There are a lot of gay women on the North Fork of Long Island. Some of these women come from old Yankee stock, are fairly well off, or both. Quite a few of them are artists, talented amateurs, or happy to dabble or experiment.

A recent article in Newsday, “Inspired by the landscape, and each other” chronicles an earlier, similar group of women who lived, painted and ran together on the North Fork. Terry Wallace, an East Hampton art dealer, coined the term “Peconic Bay Impressionists” to describe their school of art. His book, “Caroline M. Bell and the Peconic Bay Impressionists” deals with this group.

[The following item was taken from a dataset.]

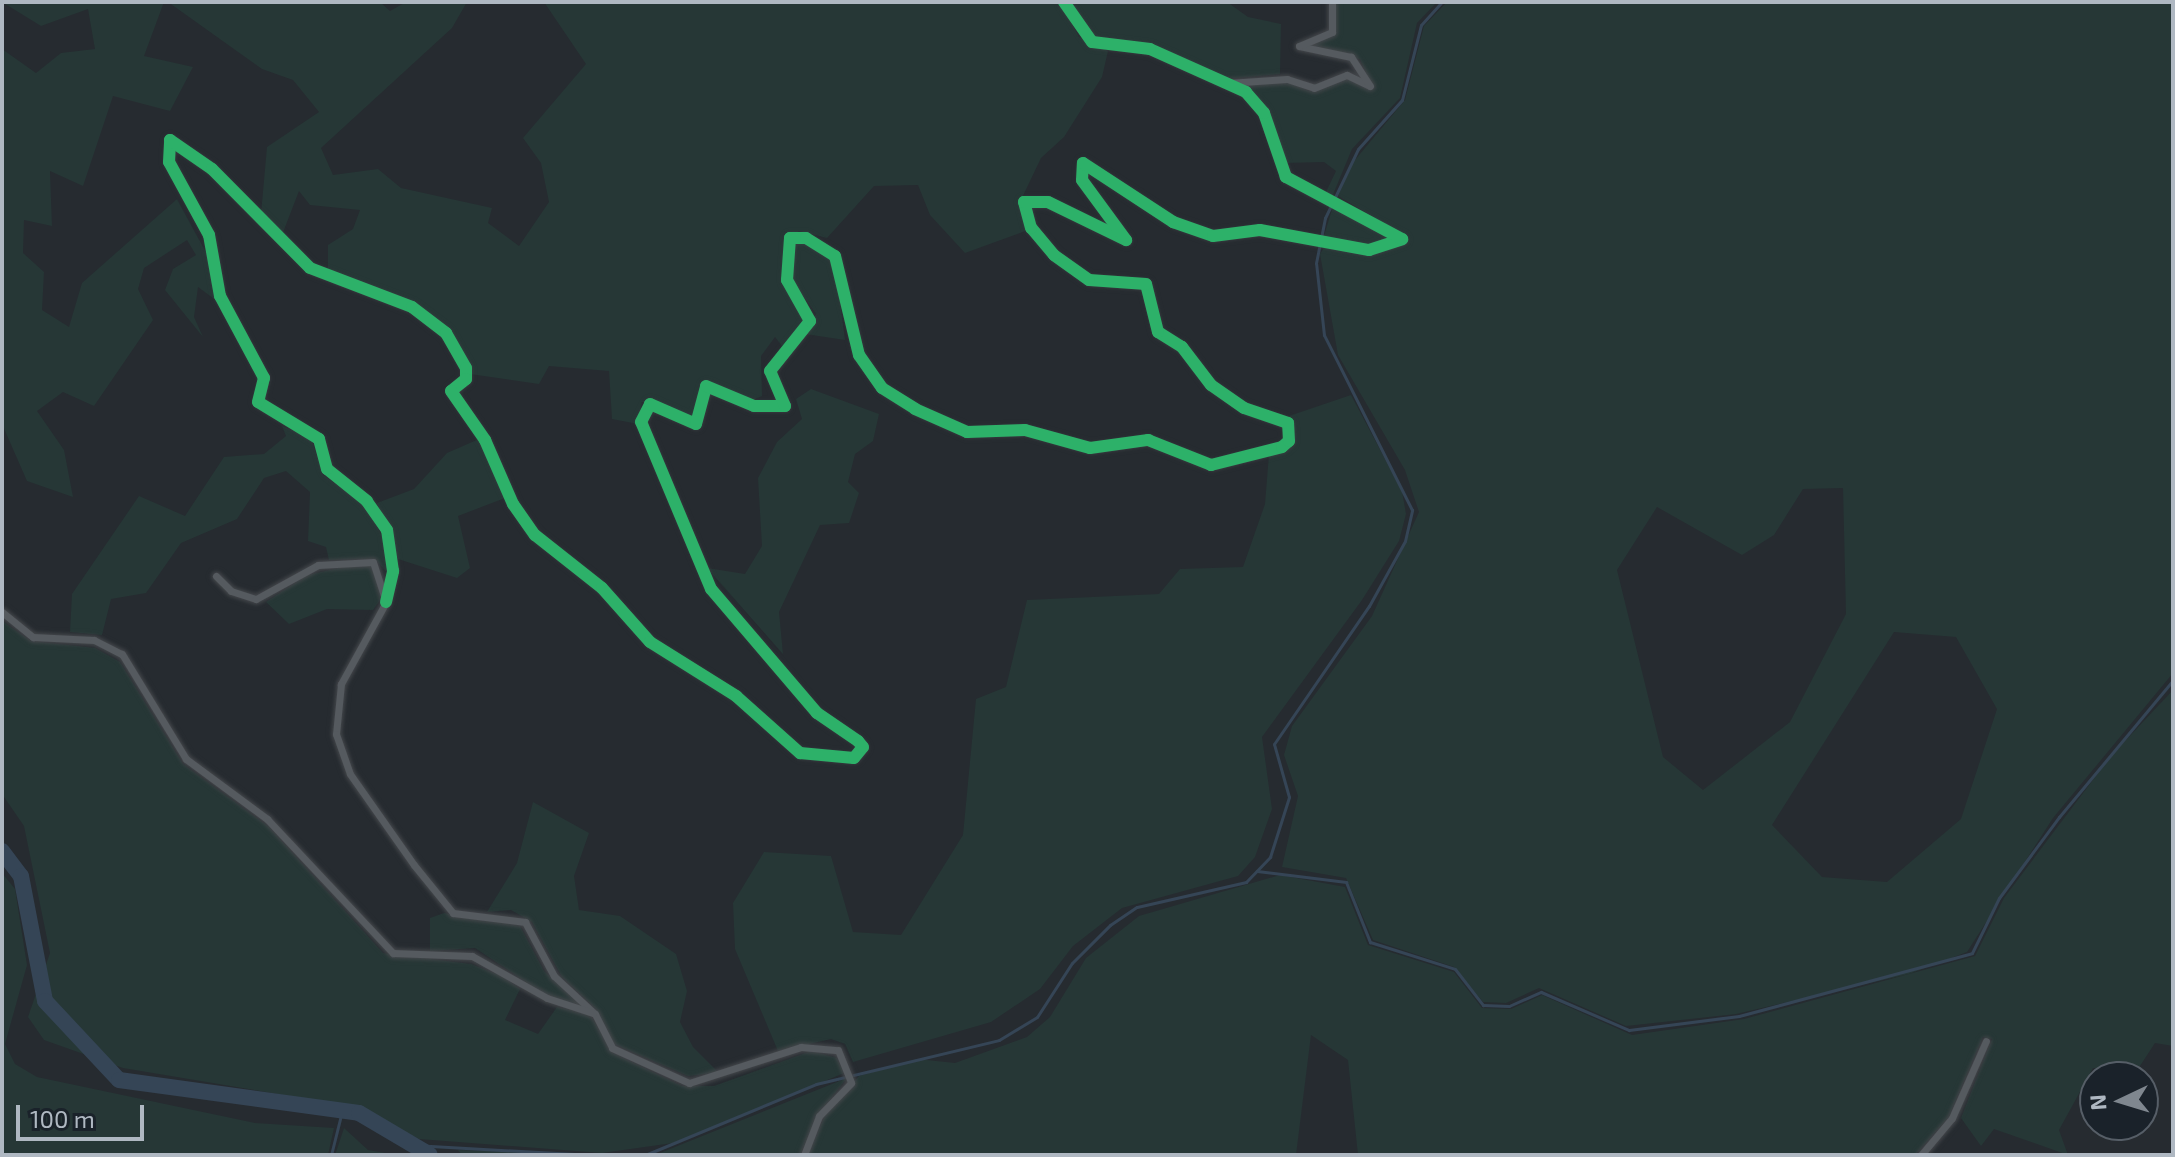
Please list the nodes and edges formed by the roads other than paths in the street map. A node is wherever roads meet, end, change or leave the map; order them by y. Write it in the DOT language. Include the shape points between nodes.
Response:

Wallace sees this group of artists as more than just affluent women from families who more often than not traced their history on Long Island to before the Civil War. “They were a group of women who painted together. They were really feminists way ahead of their time. They traveled to Gloucester (Mass.) They went where they wanted from the 1900s to the 1950s.” He said the mix of styles in the paintings over the years–the use of color, the strength of the brushstrokes–fits that pattern of the women’s lives. “I wanted to see who was influenced by who. But, as independent women, they had their own state of mind…they didn’t copy from each other.”

A sampling of works by Peconic Bay Impressionists is on display at the Suffolk County Historical Society Museum in Riverhead, NY until April 30th.